Reported by News Channel 25 KXXV
CENTRAL TEXAS – Veterans could soon have a better way to treat post-traumatic stress disorder and traumatic brain injuries.
Some medical officials believe this could have a big impact on the number of suicides by returning vets.
Now local counties are signing on to back a new course of treatment. Both Milam and Lampasas Counties passed resolutions Monday in support of using hyperbaric oxygen therapy for veterans.
The use of hyperbaric oxygen chambers has been around for years, but medical officials are just now taking note of the healing effects they could have on the brain.
Veterans suffering from PTSD or TBI could soon be on the mend with the help of hyperbaric oxygen therapy or H-BOT.
Rainey Owen, whose grandson suffered from TBI after surviving three improvised explosive devices in Afghanistan, says many veterans in Texas would benefit from the treatment.

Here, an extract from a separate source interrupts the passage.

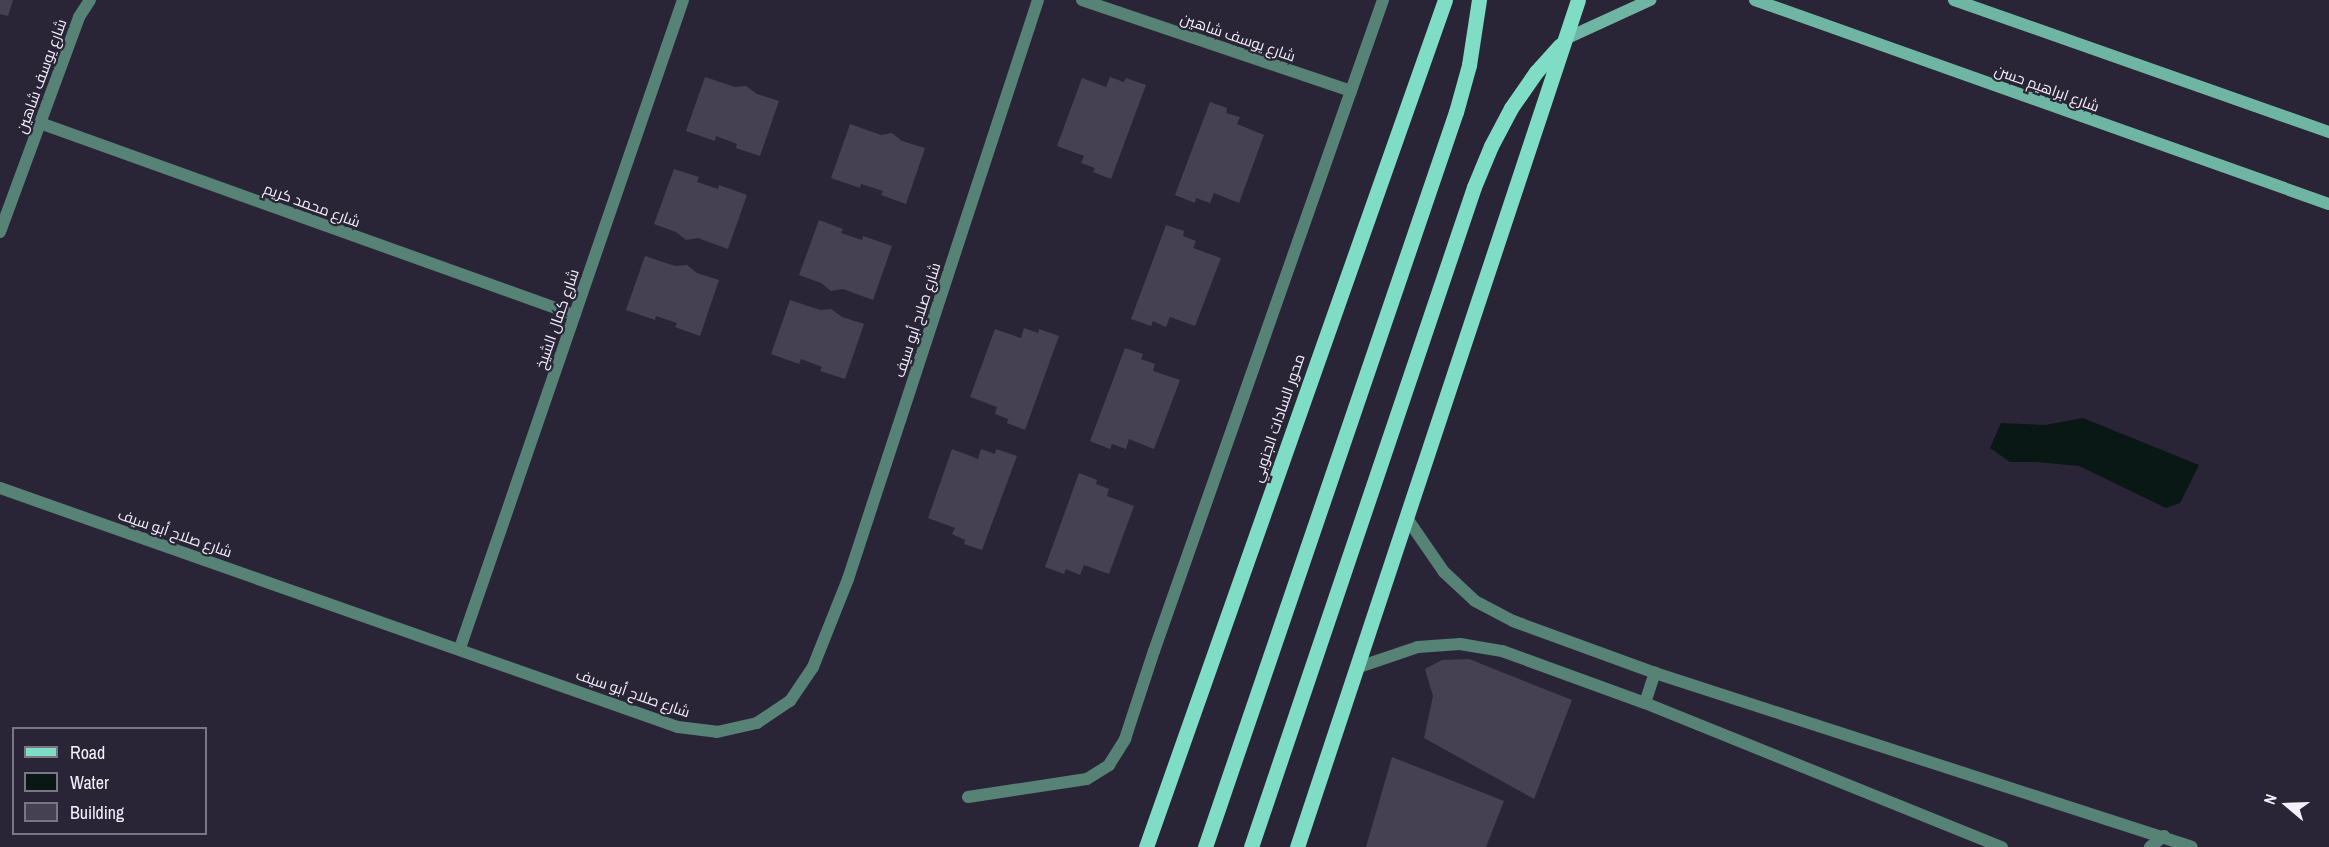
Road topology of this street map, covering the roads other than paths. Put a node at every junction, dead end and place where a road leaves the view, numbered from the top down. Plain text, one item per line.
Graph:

“125,000 Texas veterans, that while they were in fields of combat, had some forms of brain injury, a concussion, they loss consciousness, something of that nature.”
Owen is working to raise awareness and bring hyperbaric oxygen therapy to Texas veterans.
“If we have 125,000 of them we got a bunch of people that are handicapped every bit as much as those that lost a limb or any other kind of disablement,” says Owen.
For one hour a day, five days a week, the patient would be inside a hyperbaric chamber. It increases the amount of oxygen in both the red blood cells and tissue in the body.
Owens’s grandson received the treatment through Oklahoma State University and he says his grandson is proof it works.
“He’s back,” says Owen. “And it occurs to me that if they can that in Oklahoma, why can’t we do that in Texas.”
However, this method of healing won’t come cheap. The full 80 sessions will cost about $25,000.
“A full 80 treatments would run about $25,000 per person,” says Owen. “Now the offset to that of course is that the state, Texas, is spending anywhere from $25,000 to 50,000 a year for the rest of the victims life in unemployment, in Medicare costs, drugs, therapy, alcohol treatment, jobless benefits, homelessness and all of those kinds of things.”
Though H-BOT hasn’t been approved by the government, Owen’s is hoping his list of nearly 40 counties across the state will put pressure on state officials.
“I’ve seen it with my grandson, and if veterans in Texas could benefit from it. We owe it to them. [It’s] real simple. I’ve seen that it works, and if they’re not getting better with the treatment that they’re getting, whatever that may be, then deserve better.”
Owen says he hopes a bill similar to Oklahoma’s, which offers the treatment at no cost to veterans, will be drafted and adopted in the next Texas legislature.